[Records for this exercise Boundary: Start]

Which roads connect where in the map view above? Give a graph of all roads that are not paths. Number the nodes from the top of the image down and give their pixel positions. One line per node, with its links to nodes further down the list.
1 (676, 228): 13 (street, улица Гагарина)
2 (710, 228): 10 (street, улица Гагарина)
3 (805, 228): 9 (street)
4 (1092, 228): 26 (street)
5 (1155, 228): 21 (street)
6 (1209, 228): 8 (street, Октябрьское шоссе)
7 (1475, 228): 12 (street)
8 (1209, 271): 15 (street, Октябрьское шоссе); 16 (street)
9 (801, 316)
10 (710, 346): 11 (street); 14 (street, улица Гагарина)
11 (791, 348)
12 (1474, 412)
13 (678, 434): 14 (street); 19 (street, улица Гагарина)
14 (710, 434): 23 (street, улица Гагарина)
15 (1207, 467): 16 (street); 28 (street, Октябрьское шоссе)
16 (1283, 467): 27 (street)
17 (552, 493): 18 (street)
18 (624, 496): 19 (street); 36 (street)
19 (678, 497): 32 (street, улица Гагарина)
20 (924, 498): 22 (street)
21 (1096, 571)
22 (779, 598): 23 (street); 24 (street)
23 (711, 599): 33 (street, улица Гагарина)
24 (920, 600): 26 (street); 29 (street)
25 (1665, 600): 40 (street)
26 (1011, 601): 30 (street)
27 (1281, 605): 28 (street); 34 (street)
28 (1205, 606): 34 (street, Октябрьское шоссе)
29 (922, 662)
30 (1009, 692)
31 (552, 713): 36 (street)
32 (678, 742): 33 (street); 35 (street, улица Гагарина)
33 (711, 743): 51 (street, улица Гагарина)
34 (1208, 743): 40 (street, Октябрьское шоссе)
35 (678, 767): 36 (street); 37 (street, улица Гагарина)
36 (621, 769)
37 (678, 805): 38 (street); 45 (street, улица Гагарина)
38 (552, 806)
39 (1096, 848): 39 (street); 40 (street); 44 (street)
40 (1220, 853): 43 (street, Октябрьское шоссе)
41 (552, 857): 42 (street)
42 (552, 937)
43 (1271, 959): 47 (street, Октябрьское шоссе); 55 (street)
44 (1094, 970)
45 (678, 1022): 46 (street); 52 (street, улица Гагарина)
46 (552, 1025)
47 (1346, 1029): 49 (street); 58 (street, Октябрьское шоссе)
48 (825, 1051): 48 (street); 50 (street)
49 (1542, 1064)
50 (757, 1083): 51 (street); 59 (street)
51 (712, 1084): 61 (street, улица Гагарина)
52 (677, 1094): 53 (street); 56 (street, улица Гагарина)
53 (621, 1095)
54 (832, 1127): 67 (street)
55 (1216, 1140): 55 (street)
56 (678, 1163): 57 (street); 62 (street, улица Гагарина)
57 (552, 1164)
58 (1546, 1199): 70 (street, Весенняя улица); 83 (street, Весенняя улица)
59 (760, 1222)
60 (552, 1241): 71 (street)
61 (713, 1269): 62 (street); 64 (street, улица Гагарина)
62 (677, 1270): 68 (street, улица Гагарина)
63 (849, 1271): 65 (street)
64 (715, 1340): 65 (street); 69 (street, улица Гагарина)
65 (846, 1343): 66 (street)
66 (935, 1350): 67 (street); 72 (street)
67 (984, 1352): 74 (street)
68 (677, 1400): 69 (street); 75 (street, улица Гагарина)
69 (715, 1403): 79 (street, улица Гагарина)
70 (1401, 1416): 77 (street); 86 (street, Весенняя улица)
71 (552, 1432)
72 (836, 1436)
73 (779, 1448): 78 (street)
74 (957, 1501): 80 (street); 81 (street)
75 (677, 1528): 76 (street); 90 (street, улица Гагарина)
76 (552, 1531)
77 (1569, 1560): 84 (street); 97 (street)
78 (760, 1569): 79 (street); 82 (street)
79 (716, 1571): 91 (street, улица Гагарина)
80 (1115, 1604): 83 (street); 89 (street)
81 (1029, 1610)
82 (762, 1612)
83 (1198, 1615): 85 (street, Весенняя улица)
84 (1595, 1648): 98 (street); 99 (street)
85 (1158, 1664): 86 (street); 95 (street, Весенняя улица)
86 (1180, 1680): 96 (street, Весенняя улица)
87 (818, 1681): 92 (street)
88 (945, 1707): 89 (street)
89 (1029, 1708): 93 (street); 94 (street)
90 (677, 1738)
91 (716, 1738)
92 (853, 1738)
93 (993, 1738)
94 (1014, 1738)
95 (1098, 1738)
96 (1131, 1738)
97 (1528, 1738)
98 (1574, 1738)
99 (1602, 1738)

[Records for this exercise Boundary: End]

Please filter the listing down to lines that include the word "Весенняя".

**Reply to the exercise:**
58 (1546, 1199): 70 (street, Весенняя улица); 83 (street, Весенняя улица)
70 (1401, 1416): 77 (street); 86 (street, Весенняя улица)
83 (1198, 1615): 85 (street, Весенняя улица)
85 (1158, 1664): 86 (street); 95 (street, Весенняя улица)
86 (1180, 1680): 96 (street, Весенняя улица)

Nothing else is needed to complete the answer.